Farmers in Sindh are raising their voices against what they call widespread corruption and endless red tape at the Sindh Board of Revenue (BOR), saying these roadblocks are keeping them from getting much-needed agricultural loans and making land deals unnecessarily complicated. The Sindh Abadgar Board, a key farmers’ group, met in Hyderabad on Sunday and blamed the BOR for forcing small and medium-sized farmers into the hands of loan sharks because of constant delays in providing vital land documents.
Led by Mahmood Nawaz Shah, the group highlighted that even banks agree—BOR’s slow and tangled procedures are a real problem for growers. “Instead of chasing paperwork at government offices, small farmers end up taking out expensive loans from middlemen and get exploited,” members said at the meeting.
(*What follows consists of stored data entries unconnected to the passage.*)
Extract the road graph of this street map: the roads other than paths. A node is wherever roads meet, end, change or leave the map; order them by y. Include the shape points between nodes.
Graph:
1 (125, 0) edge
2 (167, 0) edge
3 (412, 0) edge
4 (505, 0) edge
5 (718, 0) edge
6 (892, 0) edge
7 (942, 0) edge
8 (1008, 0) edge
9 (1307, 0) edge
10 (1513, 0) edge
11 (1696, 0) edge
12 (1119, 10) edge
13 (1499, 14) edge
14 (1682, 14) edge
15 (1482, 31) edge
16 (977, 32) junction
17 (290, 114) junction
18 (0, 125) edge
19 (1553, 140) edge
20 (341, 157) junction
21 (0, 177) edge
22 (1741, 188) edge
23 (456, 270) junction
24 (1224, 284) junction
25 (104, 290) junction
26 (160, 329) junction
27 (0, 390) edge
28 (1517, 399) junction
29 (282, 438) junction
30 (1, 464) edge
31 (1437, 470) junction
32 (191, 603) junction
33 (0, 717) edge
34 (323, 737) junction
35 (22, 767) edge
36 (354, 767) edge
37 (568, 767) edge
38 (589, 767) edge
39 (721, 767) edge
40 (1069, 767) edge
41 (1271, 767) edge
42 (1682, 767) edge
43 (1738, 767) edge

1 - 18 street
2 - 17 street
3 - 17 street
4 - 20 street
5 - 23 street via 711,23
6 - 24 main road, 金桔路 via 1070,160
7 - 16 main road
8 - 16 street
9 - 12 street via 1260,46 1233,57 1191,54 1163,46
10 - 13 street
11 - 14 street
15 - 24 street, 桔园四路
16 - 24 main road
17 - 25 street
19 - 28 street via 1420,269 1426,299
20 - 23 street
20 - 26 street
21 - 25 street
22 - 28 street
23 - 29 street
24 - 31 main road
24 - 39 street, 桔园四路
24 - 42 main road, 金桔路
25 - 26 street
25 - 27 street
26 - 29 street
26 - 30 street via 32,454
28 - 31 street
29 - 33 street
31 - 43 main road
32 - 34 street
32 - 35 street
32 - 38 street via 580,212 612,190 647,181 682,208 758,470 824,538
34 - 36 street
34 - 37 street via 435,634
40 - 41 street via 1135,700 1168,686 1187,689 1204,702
Farmers also pointed out a big regional imbalance: although Sindh only gets 18% of Pakistan’s total agricultural credit, its contribution to the country’s farming output is much bigger. They believe this unfair gap is driven by complex loan policies tied directly to BOR documentation. Many described just how tough it is to get their land ownership verified or official records attested, including the “Khasra”—the document that shows who owns the land and what crops are grown.
According to the Sindh Abadgar Board, selling land comes with its own headaches. Farmers must first obtain a sale certificate, then officially update the land title—a process that’s just as clogged with bureaucratic hurdles as applying for loans. The group is calling attention to these issues, urging authorities to make the system simpler and fairer for those who feed the nation.